Bien qu’il était considéré comme « ingérable », les policiers ont quand même réussi à lui faire reprendre contact avec les accusés.
Alors qu’il était muni d’un système d’enregistrement caché, il aurait réussi à obtenir plusieurs déclarations incriminantes qui ont ultimement mené à l’arrestation de Viau et Dion.
« On dit que c’était une job de professionnel, mais ça a été fait par un débutant comme moi », a-t-il affirmé, ajoutant toutefois au passage que plusieurs personnes lui devaient des milliers de dollars pour des contrats.
Et même lorsqu’il était agent civil d’infiltration pour le compte de la police, il se serait fait appeler pour des contrats, a assuré le témoin, que l’on ne peut identifier pour sa sécurité.
Protection des témoins
Or, si le délateur estime avoir respecté sa partie de l’entente et qu’il bénéficie toujours d’un programme de protection des témoins, il en a maintenant contre la SQ, qui l’a, selon lui, manipulé en enquêtant peu ou mal sur ceux qui lui auraient fait du mal.

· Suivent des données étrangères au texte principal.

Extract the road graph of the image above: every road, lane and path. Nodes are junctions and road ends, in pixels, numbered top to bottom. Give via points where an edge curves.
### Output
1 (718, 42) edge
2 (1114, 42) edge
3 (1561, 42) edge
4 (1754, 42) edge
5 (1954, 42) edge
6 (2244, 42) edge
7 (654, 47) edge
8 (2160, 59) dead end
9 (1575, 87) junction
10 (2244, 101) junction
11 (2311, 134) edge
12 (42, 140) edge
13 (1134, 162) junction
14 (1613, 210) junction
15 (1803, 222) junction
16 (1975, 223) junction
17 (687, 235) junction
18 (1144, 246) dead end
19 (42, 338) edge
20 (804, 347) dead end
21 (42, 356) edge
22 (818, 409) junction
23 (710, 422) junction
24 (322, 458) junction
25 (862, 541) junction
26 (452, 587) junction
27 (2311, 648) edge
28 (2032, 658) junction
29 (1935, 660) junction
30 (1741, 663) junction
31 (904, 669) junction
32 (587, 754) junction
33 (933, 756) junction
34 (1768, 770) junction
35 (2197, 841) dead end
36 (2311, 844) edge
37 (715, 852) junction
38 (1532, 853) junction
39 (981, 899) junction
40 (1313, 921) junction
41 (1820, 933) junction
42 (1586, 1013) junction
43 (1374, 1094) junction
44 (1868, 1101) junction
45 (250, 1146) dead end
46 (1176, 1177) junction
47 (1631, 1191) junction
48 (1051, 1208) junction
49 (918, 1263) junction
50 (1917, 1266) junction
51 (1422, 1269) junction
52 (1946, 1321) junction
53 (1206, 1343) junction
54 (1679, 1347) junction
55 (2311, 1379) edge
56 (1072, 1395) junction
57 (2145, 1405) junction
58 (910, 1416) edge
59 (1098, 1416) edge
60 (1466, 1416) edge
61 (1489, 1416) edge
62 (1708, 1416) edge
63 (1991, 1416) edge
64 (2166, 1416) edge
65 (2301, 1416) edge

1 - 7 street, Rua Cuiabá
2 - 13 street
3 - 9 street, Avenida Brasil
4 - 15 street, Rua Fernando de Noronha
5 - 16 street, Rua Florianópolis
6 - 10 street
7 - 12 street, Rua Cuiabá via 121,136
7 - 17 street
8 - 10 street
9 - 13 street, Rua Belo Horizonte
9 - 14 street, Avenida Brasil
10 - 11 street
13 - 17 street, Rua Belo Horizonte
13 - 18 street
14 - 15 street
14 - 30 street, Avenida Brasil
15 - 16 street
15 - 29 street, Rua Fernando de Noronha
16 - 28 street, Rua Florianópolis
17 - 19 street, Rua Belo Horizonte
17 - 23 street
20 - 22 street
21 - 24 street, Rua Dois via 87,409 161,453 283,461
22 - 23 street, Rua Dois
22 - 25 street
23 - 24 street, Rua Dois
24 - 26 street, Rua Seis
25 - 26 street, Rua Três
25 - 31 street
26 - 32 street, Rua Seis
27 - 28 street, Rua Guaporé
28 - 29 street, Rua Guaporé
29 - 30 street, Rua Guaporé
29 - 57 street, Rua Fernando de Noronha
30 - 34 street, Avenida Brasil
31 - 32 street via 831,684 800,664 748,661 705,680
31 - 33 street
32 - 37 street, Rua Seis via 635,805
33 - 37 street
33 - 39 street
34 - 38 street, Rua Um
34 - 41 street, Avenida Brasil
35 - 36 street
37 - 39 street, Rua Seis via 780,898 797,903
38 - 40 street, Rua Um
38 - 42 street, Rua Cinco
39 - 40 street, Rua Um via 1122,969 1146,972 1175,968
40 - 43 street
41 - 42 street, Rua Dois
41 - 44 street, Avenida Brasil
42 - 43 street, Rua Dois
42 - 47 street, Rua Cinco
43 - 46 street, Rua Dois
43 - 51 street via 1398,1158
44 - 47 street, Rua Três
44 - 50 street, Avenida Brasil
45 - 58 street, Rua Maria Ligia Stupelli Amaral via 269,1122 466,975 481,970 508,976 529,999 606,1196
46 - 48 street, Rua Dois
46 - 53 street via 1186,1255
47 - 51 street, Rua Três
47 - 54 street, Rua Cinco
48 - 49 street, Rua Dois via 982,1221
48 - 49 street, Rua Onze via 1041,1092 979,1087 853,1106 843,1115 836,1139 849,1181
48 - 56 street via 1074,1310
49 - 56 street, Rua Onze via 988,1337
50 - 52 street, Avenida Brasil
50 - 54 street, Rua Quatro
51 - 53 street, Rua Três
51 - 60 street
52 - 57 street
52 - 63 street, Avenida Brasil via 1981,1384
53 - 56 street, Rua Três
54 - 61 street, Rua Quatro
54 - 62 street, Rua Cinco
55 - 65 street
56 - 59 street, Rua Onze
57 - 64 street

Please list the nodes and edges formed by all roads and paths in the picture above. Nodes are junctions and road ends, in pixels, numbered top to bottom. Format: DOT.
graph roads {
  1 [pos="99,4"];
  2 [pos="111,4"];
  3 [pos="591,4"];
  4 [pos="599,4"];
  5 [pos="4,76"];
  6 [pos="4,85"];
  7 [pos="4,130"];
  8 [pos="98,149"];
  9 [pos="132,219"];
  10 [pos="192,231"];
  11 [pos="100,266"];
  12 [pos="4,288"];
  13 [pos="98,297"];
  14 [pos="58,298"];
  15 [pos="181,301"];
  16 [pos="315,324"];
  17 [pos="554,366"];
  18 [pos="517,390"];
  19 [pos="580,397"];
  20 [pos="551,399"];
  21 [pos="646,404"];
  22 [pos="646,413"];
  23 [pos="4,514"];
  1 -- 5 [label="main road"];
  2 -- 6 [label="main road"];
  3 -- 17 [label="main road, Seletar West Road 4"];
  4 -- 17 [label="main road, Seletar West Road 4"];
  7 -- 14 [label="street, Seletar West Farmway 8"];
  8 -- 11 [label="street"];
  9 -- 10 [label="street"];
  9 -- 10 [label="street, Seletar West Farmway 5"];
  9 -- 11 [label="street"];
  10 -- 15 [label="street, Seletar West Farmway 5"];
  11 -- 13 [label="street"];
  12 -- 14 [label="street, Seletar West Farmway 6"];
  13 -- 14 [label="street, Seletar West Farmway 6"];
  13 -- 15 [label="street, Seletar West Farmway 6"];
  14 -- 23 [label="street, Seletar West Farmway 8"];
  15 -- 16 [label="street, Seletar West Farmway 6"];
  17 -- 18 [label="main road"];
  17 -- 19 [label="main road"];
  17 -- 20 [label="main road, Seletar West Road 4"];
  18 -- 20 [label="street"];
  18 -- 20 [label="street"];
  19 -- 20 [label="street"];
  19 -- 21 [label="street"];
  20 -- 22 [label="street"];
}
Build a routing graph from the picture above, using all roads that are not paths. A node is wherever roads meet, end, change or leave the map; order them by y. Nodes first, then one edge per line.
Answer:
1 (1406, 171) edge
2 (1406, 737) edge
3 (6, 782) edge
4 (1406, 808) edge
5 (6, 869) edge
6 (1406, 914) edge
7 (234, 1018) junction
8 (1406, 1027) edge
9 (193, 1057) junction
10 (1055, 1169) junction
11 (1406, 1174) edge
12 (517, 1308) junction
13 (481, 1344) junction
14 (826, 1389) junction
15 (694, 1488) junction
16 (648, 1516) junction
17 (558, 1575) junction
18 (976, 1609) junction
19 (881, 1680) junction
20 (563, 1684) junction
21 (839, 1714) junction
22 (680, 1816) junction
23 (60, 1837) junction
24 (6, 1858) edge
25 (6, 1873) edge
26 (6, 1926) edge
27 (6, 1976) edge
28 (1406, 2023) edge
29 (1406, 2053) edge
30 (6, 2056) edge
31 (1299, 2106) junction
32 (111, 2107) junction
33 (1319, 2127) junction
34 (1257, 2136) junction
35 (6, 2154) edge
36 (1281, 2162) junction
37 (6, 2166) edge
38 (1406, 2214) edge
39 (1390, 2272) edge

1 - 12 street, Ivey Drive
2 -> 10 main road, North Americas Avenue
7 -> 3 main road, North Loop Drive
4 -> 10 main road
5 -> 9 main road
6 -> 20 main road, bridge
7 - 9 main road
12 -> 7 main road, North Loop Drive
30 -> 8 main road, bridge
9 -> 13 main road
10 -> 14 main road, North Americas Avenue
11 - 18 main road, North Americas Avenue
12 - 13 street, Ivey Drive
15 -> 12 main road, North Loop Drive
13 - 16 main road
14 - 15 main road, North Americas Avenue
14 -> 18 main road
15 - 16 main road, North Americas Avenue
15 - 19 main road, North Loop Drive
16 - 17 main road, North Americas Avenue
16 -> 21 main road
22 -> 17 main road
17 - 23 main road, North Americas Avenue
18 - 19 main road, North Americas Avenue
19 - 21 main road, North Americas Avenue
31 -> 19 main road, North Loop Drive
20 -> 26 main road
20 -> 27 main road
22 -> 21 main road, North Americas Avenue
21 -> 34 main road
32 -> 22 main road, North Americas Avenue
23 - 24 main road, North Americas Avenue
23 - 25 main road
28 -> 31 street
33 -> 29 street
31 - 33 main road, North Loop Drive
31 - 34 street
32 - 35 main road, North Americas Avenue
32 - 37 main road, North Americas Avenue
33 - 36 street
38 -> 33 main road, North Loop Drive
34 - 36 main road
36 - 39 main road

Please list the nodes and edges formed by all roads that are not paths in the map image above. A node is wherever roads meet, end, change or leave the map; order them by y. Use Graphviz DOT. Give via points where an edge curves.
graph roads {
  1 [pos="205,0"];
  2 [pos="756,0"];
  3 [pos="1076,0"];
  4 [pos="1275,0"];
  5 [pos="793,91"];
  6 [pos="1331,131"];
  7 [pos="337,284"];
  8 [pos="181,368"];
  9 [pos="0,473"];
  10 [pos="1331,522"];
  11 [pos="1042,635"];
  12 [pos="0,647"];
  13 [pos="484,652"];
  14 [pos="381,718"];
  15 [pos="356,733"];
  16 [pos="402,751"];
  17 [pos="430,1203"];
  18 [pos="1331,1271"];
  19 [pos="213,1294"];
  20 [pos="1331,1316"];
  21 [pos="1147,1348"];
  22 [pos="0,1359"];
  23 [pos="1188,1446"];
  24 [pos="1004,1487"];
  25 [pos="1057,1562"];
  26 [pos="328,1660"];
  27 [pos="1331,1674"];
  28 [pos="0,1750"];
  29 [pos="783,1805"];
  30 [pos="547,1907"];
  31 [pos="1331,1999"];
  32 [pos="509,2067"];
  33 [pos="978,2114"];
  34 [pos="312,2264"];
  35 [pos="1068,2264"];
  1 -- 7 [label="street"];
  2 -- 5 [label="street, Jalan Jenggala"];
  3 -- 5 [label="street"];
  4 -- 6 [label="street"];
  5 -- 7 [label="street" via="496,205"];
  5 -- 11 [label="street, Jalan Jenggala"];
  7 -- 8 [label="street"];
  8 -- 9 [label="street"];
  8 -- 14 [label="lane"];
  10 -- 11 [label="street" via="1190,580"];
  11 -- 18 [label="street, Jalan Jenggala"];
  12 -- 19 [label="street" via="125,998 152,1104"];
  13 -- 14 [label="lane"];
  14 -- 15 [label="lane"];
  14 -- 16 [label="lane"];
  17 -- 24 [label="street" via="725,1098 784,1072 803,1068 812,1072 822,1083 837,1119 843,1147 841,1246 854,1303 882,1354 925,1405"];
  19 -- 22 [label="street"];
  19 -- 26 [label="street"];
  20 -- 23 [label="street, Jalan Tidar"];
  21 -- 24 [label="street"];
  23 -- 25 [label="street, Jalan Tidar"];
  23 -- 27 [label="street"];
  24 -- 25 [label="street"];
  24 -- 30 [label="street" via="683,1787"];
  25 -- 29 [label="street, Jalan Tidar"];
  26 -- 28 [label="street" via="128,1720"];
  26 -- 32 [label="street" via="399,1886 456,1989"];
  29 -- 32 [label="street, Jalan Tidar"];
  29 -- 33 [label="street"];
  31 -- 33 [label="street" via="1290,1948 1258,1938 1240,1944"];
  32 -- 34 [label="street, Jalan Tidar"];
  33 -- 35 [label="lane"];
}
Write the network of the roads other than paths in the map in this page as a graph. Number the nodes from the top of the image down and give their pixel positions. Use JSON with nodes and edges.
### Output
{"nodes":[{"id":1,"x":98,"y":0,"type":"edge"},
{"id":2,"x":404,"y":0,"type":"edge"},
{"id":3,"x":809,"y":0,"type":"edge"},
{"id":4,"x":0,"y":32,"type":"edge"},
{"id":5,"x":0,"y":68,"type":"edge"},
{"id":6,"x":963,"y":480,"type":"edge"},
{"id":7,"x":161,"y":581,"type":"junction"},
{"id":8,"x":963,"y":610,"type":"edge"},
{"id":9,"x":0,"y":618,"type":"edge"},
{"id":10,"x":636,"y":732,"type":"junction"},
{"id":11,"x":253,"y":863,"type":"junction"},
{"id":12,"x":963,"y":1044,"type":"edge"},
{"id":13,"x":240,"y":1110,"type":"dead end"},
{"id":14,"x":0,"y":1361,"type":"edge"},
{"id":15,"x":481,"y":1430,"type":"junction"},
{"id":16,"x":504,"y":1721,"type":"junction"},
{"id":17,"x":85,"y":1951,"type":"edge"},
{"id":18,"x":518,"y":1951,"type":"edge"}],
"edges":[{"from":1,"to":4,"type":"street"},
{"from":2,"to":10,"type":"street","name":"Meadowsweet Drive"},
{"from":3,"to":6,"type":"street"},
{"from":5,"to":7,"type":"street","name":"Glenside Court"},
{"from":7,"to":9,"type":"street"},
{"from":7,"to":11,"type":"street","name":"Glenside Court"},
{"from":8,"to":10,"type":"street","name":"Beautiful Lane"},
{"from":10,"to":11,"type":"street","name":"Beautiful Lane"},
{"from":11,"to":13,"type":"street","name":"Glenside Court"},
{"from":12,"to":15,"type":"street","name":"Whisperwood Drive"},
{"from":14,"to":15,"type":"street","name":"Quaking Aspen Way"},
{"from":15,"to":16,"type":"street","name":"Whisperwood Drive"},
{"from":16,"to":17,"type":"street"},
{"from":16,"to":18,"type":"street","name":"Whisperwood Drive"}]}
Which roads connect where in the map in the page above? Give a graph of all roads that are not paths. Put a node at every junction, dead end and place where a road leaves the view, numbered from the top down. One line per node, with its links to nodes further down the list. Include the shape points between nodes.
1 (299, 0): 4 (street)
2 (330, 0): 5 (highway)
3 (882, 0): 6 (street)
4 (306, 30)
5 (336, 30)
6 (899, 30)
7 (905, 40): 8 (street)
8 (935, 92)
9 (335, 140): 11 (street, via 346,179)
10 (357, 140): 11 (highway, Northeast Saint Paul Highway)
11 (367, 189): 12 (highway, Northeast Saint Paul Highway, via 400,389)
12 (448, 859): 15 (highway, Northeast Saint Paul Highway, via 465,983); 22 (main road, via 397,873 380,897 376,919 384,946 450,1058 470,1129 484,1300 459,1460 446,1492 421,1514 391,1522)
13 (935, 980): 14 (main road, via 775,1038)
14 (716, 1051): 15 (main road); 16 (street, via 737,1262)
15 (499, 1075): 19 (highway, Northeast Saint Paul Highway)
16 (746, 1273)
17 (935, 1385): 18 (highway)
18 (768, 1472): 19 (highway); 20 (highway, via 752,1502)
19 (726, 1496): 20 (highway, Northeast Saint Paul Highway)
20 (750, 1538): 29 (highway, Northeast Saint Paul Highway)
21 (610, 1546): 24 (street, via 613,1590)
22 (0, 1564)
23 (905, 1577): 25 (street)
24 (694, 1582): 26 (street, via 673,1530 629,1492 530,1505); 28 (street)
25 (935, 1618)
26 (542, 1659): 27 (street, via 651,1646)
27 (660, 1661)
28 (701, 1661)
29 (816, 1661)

« Je ne suis pas un tueur, j’ai fait des erreurs et j’ai été voir la police, a-t-il dit. Je suis venu pour mes agresseurs, pas pour des dossiers de meurtre. Je me suis fait avoir par ceux que j’ai aidés. »
Il a également reproché à ses contrôleurs de ne pas avoir pris en note tous les crimes qu’il a commis lors du processus pour devenir agent civil d’infiltration, se contentant plutôt de noter les plus graves.
Mais malgré ses critiques très virulentes, il a continué sa collaboration avec les forces de l’ordre, par crainte que sa situation n’empire s’il arrêtait tout.
« Si je ne reste pas, ils vont faire de quoi pour me planter », a-t-il expliqué.
- Son contre-interrogatoire se poursuit aujourd’hui au Centre judiciaire Gouin, à Montréal, devant le juge de la Cour supérieure Éric Downs.